**SUPPLIED INFORMATION:**
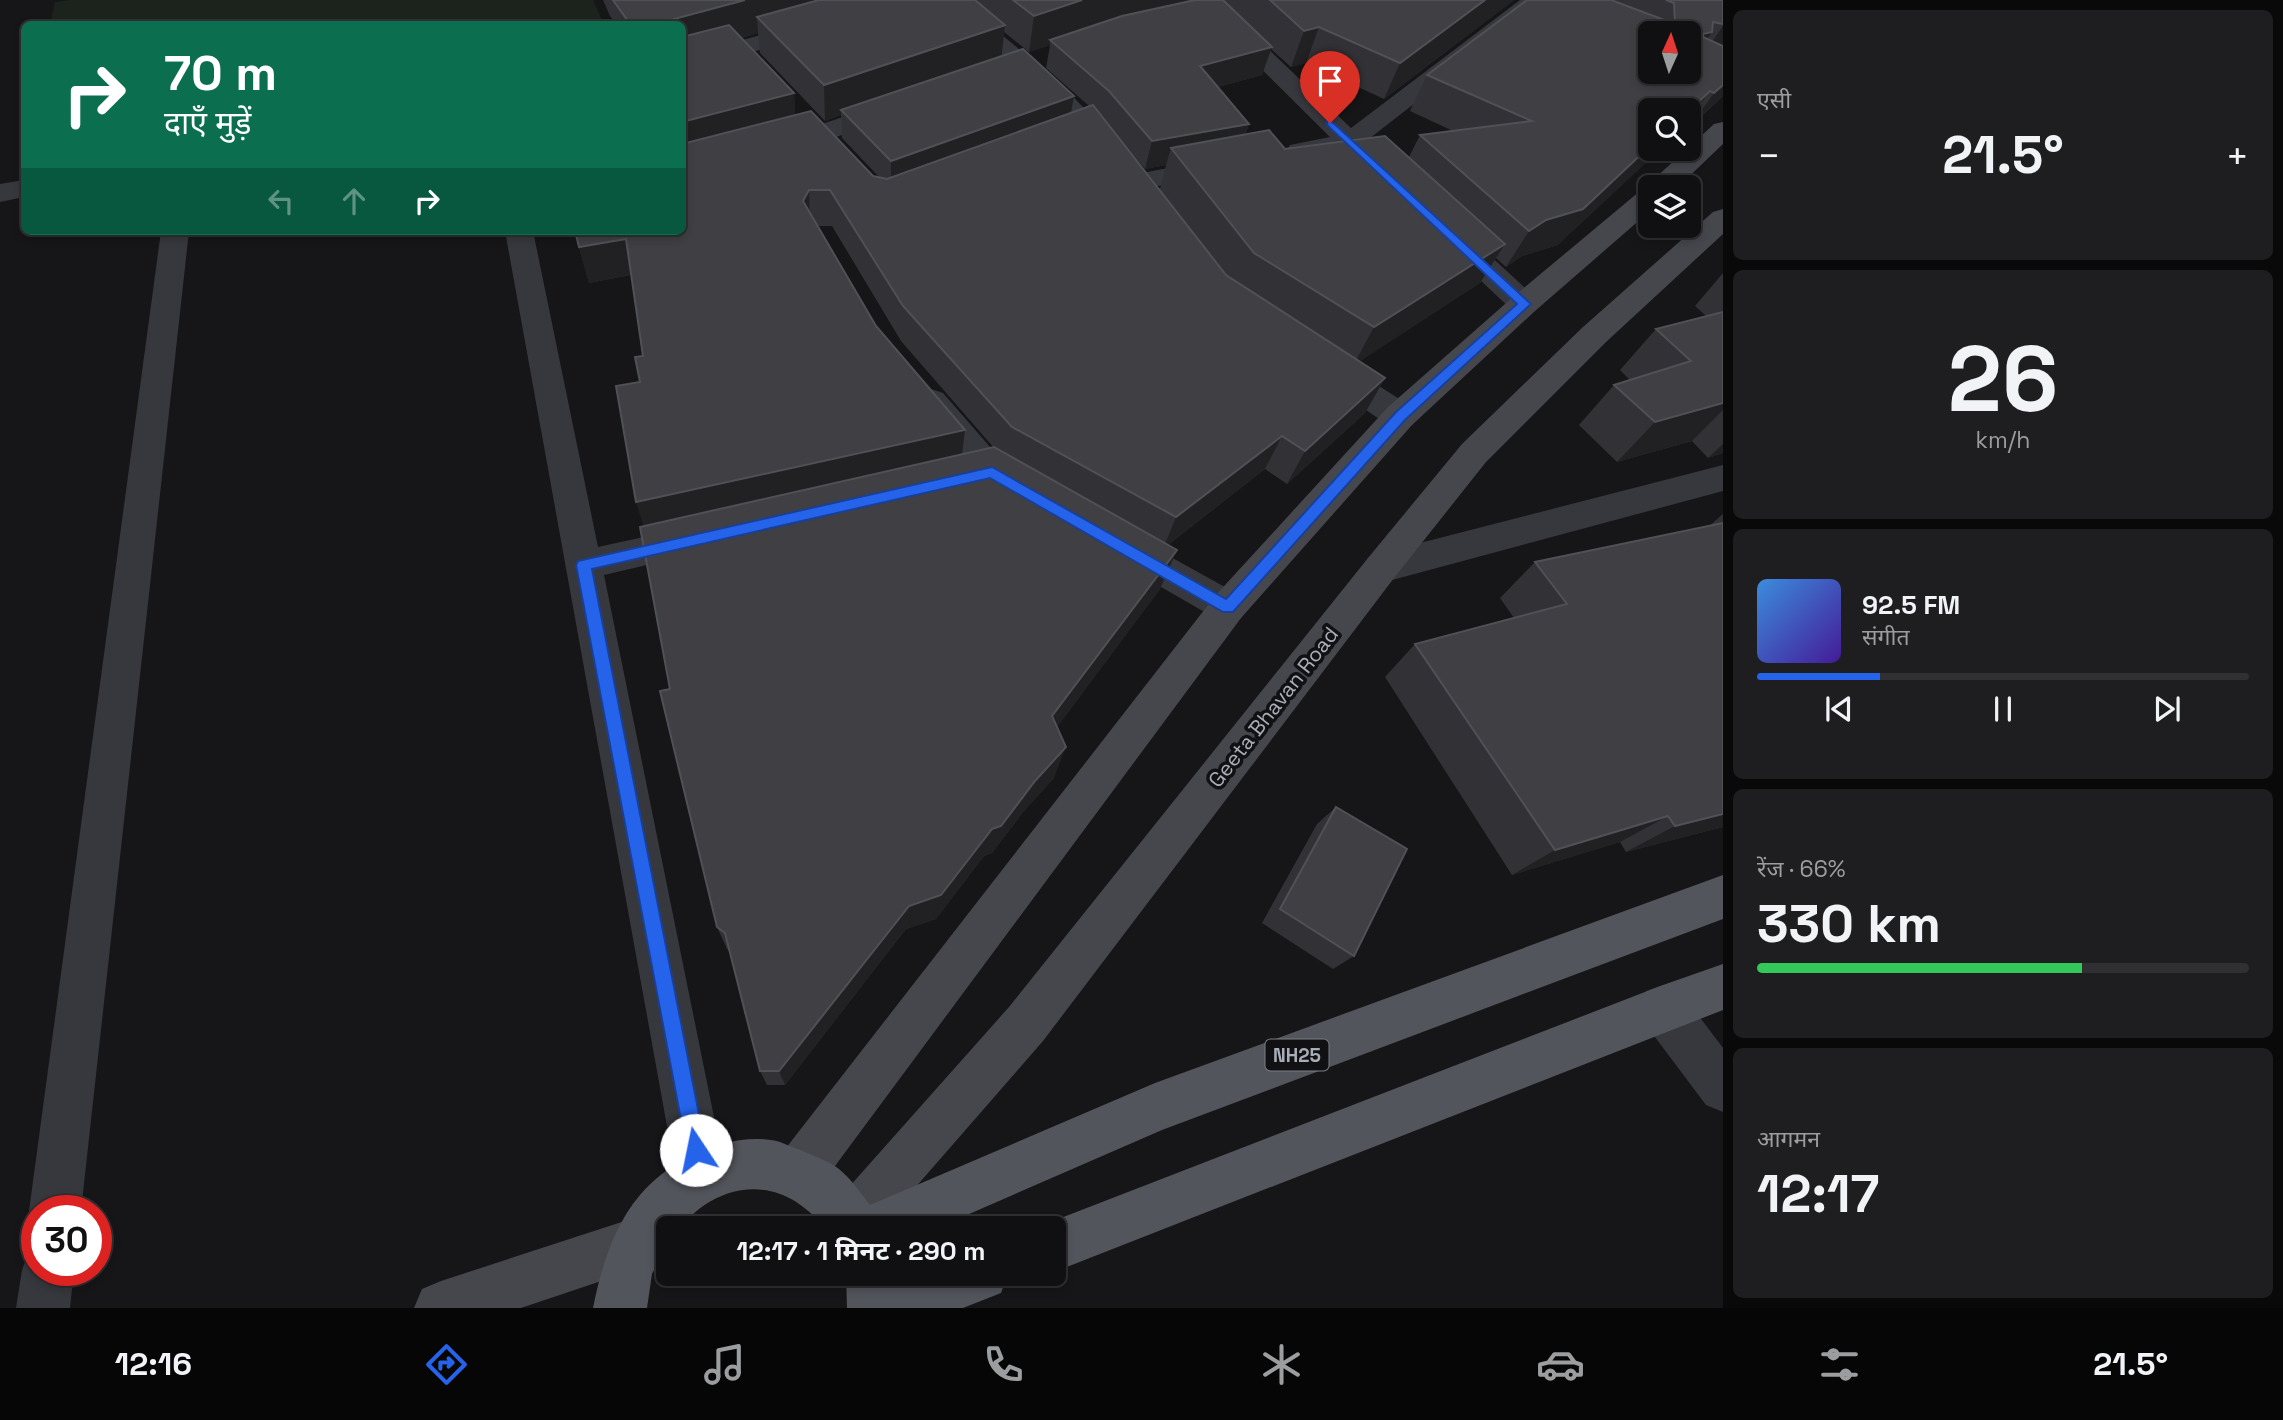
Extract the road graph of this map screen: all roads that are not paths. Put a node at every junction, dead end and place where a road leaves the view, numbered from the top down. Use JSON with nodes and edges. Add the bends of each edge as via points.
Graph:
{"nodes":[{"id":1,"x":911,"y":0,"type":"edge"},
{"id":2,"x":946,"y":0,"type":"edge"},
{"id":3,"x":1537,"y":3,"type":"edge"},
{"id":4,"x":1203,"y":10,"type":"edge"},
{"id":5,"x":686,"y":65,"type":"edge"},
{"id":6,"x":908,"y":103,"type":"edge"},
{"id":7,"x":810,"y":124,"type":"junction"},
{"id":8,"x":1723,"y":130,"type":"edge"},
{"id":9,"x":1349,"y":142,"type":"junction"},
{"id":10,"x":838,"y":154,"type":"edge"},
{"id":11,"x":1270,"y":157,"type":"edge"},
{"id":12,"x":1243,"y":162,"type":"edge"},
{"id":13,"x":1378,"y":169,"type":"edge"},
{"id":14,"x":686,"y":170,"type":"edge"},
{"id":15,"x":1674,"y":175,"type":"edge"},
{"id":16,"x":21,"y":190,"type":"edge"},
{"id":17,"x":0,"y":193,"type":"edge"},
{"id":18,"x":1638,"y":207,"type":"edge"},
{"id":19,"x":1723,"y":218,"type":"edge"},
{"id":20,"x":1437,"y":223,"type":"edge"},
{"id":21,"x":175,"y":235,"type":"edge"},
{"id":22,"x":520,"y":235,"type":"edge"},
{"id":23,"x":1524,"y":304,"type":"junction"},
{"id":24,"x":1307,"y":355,"type":"edge"},
{"id":25,"x":914,"y":382,"type":"edge"},
{"id":26,"x":1400,"y":416,"type":"junction"},
{"id":27,"x":992,"y":472,"type":"junction"},
{"id":28,"x":1723,"y":478,"type":"edge"},
{"id":29,"x":951,"y":481,"type":"edge"},
{"id":30,"x":1039,"y":499,"type":"edge"},
{"id":31,"x":1086,"y":526,"type":"edge"},
{"id":32,"x":720,"y":534,"type":"edge"},
{"id":33,"x":584,"y":565,"type":"junction"},
{"id":34,"x":1381,"y":568,"type":"junction"},
{"id":35,"x":1228,"y":607,"type":"junction"},
{"id":36,"x":1723,"y":897,"type":"edge"},
{"id":37,"x":1723,"y":987,"type":"edge"},
{"id":38,"x":1663,"y":1008,"type":"junction"},
{"id":39,"x":1723,"y":1088,"type":"edge"},
{"id":40,"x":797,"y":1175,"type":"junction"},
{"id":41,"x":701,"y":1176,"type":"junction"},
{"id":42,"x":57,"y":1195,"type":"edge"},
{"id":43,"x":851,"y":1216,"type":"edge"},
{"id":44,"x":870,"y":1216,"type":"edge"},
{"id":45,"x":888,"y":1216,"type":"edge"},
{"id":46,"x":1066,"y":1241,"type":"edge"},
{"id":47,"x":637,"y":1243,"type":"junction"},
{"id":48,"x":46,"y":1286,"type":"edge"},
{"id":49,"x":873,"y":1286,"type":"edge"},
{"id":50,"x":951,"y":1286,"type":"edge"},
{"id":51,"x":43,"y":1308,"type":"edge"},
{"id":52,"x":441,"y":1308,"type":"edge"},
{"id":53,"x":620,"y":1308,"type":"edge"},
{"id":54,"x":874,"y":1308,"type":"edge"},
{"id":55,"x":895,"y":1308,"type":"edge"}],
"edges":[{"from":1,"to":5,"type":"street","via":[[748,58]]},
{"from":2,"to":12,"type":"street","via":[[1022,64],[1079,132],[1145,193]]},
{"from":3,"to":9,"type":"street"},
{"from":4,"to":9,"type":"street"},
{"from":6,"to":7,"type":"street"},
{"from":7,"to":10,"type":"street"},
{"from":7,"to":14,"type":"street"},
{"from":8,"to":15,"type":"main road"},
{"from":9,"to":11,"type":"street"},
{"from":9,"to":13,"type":"street"},
{"from":16,"to":17,"type":"street"},
{"from":18,"to":23,"type":"main road"},
{"from":19,"to":34,"type":"main road","name":"Geeta Bhavan Road","via":[[1474,453]]},
{"from":20,"to":23,"type":"street"},
{"from":21,"to":42,"type":"street"},
{"from":22,"to":33,"type":"street"},
{"from":23,"to":26,"type":"main road"},
{"from":24,"to":26,"type":"street"},
{"from":25,"to":27,"type":"street"},
{"from":26,"to":35,"type":"main road"},
{"from":27,"to":29,"type":"street"},
{"from":27,"to":30,"type":"street"},
{"from":28,"to":34,"type":"street"},
{"from":31,"to":35,"type":"street"},
{"from":32,"to":33,"type":"street"},
{"from":33,"to":41,"type":"street"},
{"from":34,"to":44,"type":"main road","name":"Geeta Bhavan Road","via":[[1026,1024]]},
{"from":35,"to":40,"type":"main road"},
{"from":36,"to":45,"type":"main road","number":"NH25","via":[[1155,1108]]},
{"from":37,"to":38,"type":"main road"},
{"from":38,"to":39,"type":"street"},
{"from":38,"to":46,"type":"main road"},
{"from":40,"to":41,"type":"main road","via":[[741,1164]]},
{"from":40,"to":43,"type":"main road","via":[[813,1181]]},
{"from":41,"to":47,"type":"main road","via":[[666,1203]]},
{"from":47,"to":52,"type":"main road"},
{"from":47,"to":53,"type":"main road","via":[[621,1288]]},
{"from":48,"to":51,"type":"street"},
{"from":49,"to":54,"type":"main road"},
{"from":50,"to":55,"type":"main road"}]}
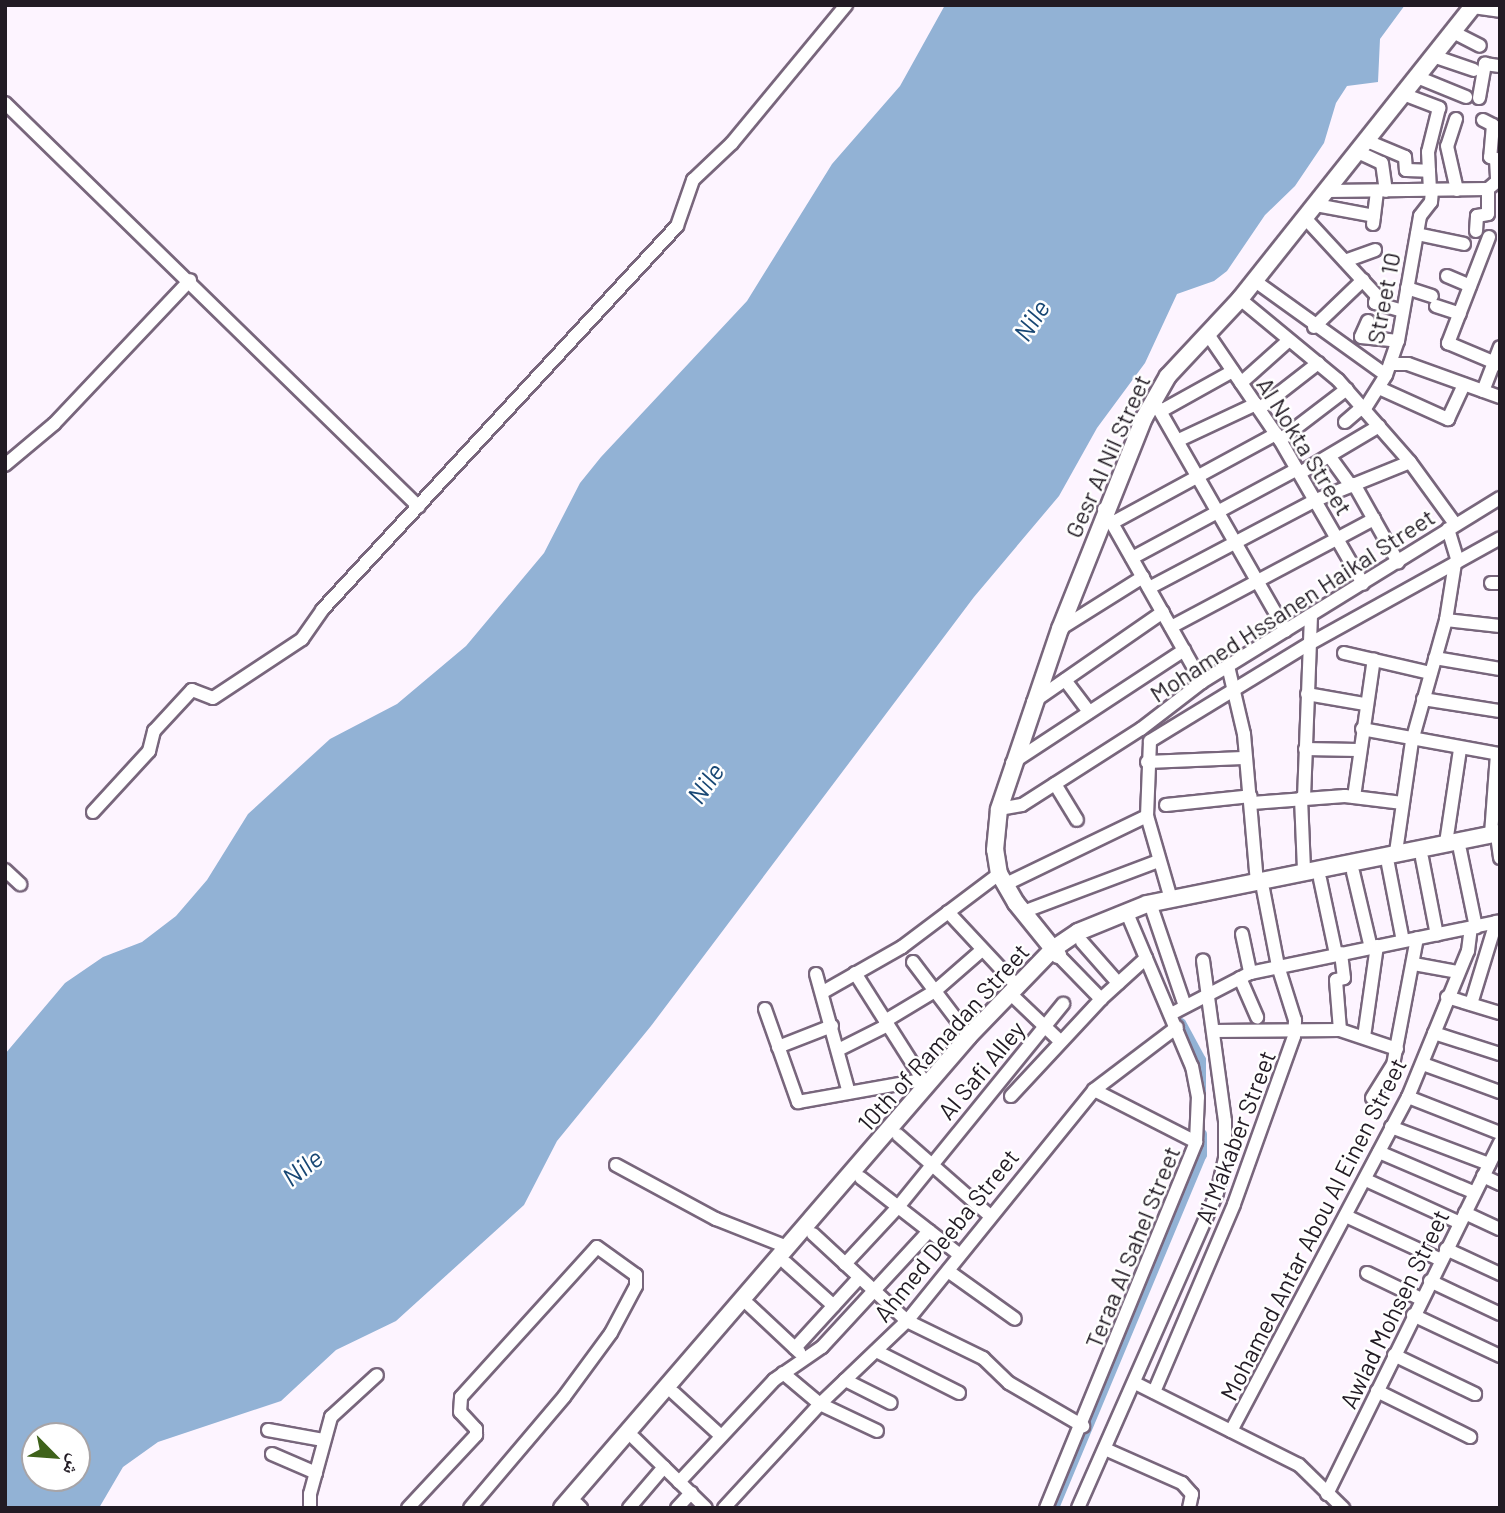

**WORK INSTRUCTIONS:**
Any picture in the listing above gets left out; output the rest exactly.

**OUTPUT OF THE EXERCISE:**
Extract the road graph of this map screen: all roads that are not paths. Put a node at every junction, dead end and place where a road leaves the view, numbered from the top down. Use JSON with nodes and edges. Add the bends of each edge as via points.
Graph:
{"nodes":[{"id":1,"x":911,"y":0,"type":"edge"},
{"id":2,"x":946,"y":0,"type":"edge"},
{"id":3,"x":1537,"y":3,"type":"edge"},
{"id":4,"x":1203,"y":10,"type":"edge"},
{"id":5,"x":686,"y":65,"type":"edge"},
{"id":6,"x":908,"y":103,"type":"edge"},
{"id":7,"x":810,"y":124,"type":"junction"},
{"id":8,"x":1723,"y":130,"type":"edge"},
{"id":9,"x":1349,"y":142,"type":"junction"},
{"id":10,"x":838,"y":154,"type":"edge"},
{"id":11,"x":1270,"y":157,"type":"edge"},
{"id":12,"x":1243,"y":162,"type":"edge"},
{"id":13,"x":1378,"y":169,"type":"edge"},
{"id":14,"x":686,"y":170,"type":"edge"},
{"id":15,"x":1674,"y":175,"type":"edge"},
{"id":16,"x":21,"y":190,"type":"edge"},
{"id":17,"x":0,"y":193,"type":"edge"},
{"id":18,"x":1638,"y":207,"type":"edge"},
{"id":19,"x":1723,"y":218,"type":"edge"},
{"id":20,"x":1437,"y":223,"type":"edge"},
{"id":21,"x":175,"y":235,"type":"edge"},
{"id":22,"x":520,"y":235,"type":"edge"},
{"id":23,"x":1524,"y":304,"type":"junction"},
{"id":24,"x":1307,"y":355,"type":"edge"},
{"id":25,"x":914,"y":382,"type":"edge"},
{"id":26,"x":1400,"y":416,"type":"junction"},
{"id":27,"x":992,"y":472,"type":"junction"},
{"id":28,"x":1723,"y":478,"type":"edge"},
{"id":29,"x":951,"y":481,"type":"edge"},
{"id":30,"x":1039,"y":499,"type":"edge"},
{"id":31,"x":1086,"y":526,"type":"edge"},
{"id":32,"x":720,"y":534,"type":"edge"},
{"id":33,"x":584,"y":565,"type":"junction"},
{"id":34,"x":1381,"y":568,"type":"junction"},
{"id":35,"x":1228,"y":607,"type":"junction"},
{"id":36,"x":1723,"y":897,"type":"edge"},
{"id":37,"x":1723,"y":987,"type":"edge"},
{"id":38,"x":1663,"y":1008,"type":"junction"},
{"id":39,"x":1723,"y":1088,"type":"edge"},
{"id":40,"x":797,"y":1175,"type":"junction"},
{"id":41,"x":701,"y":1176,"type":"junction"},
{"id":42,"x":57,"y":1195,"type":"edge"},
{"id":43,"x":851,"y":1216,"type":"edge"},
{"id":44,"x":870,"y":1216,"type":"edge"},
{"id":45,"x":888,"y":1216,"type":"edge"},
{"id":46,"x":1066,"y":1241,"type":"edge"},
{"id":47,"x":637,"y":1243,"type":"junction"},
{"id":48,"x":46,"y":1286,"type":"edge"},
{"id":49,"x":873,"y":1286,"type":"edge"},
{"id":50,"x":951,"y":1286,"type":"edge"},
{"id":51,"x":43,"y":1308,"type":"edge"},
{"id":52,"x":441,"y":1308,"type":"edge"},
{"id":53,"x":620,"y":1308,"type":"edge"},
{"id":54,"x":874,"y":1308,"type":"edge"},
{"id":55,"x":895,"y":1308,"type":"edge"}],
"edges":[{"from":1,"to":5,"type":"street","via":[[748,58]]},
{"from":2,"to":12,"type":"street","via":[[1022,64],[1079,132],[1145,193]]},
{"from":3,"to":9,"type":"street"},
{"from":4,"to":9,"type":"street"},
{"from":6,"to":7,"type":"street"},
{"from":7,"to":10,"type":"street"},
{"from":7,"to":14,"type":"street"},
{"from":8,"to":15,"type":"main road"},
{"from":9,"to":11,"type":"street"},
{"from":9,"to":13,"type":"street"},
{"from":16,"to":17,"type":"street"},
{"from":18,"to":23,"type":"main road"},
{"from":19,"to":34,"type":"main road","name":"Geeta Bhavan Road","via":[[1474,453]]},
{"from":20,"to":23,"type":"street"},
{"from":21,"to":42,"type":"street"},
{"from":22,"to":33,"type":"street"},
{"from":23,"to":26,"type":"main road"},
{"from":24,"to":26,"type":"street"},
{"from":25,"to":27,"type":"street"},
{"from":26,"to":35,"type":"main road"},
{"from":27,"to":29,"type":"street"},
{"from":27,"to":30,"type":"street"},
{"from":28,"to":34,"type":"street"},
{"from":31,"to":35,"type":"street"},
{"from":32,"to":33,"type":"street"},
{"from":33,"to":41,"type":"street"},
{"from":34,"to":44,"type":"main road","name":"Geeta Bhavan Road","via":[[1026,1024]]},
{"from":35,"to":40,"type":"main road"},
{"from":36,"to":45,"type":"main road","number":"NH25","via":[[1155,1108]]},
{"from":37,"to":38,"type":"main road"},
{"from":38,"to":39,"type":"street"},
{"from":38,"to":46,"type":"main road"},
{"from":40,"to":41,"type":"main road","via":[[741,1164]]},
{"from":40,"to":43,"type":"main road","via":[[813,1181]]},
{"from":41,"to":47,"type":"main road","via":[[666,1203]]},
{"from":47,"to":52,"type":"main road"},
{"from":47,"to":53,"type":"main road","via":[[621,1288]]},
{"from":48,"to":51,"type":"street"},
{"from":49,"to":54,"type":"main road"},
{"from":50,"to":55,"type":"main road"}]}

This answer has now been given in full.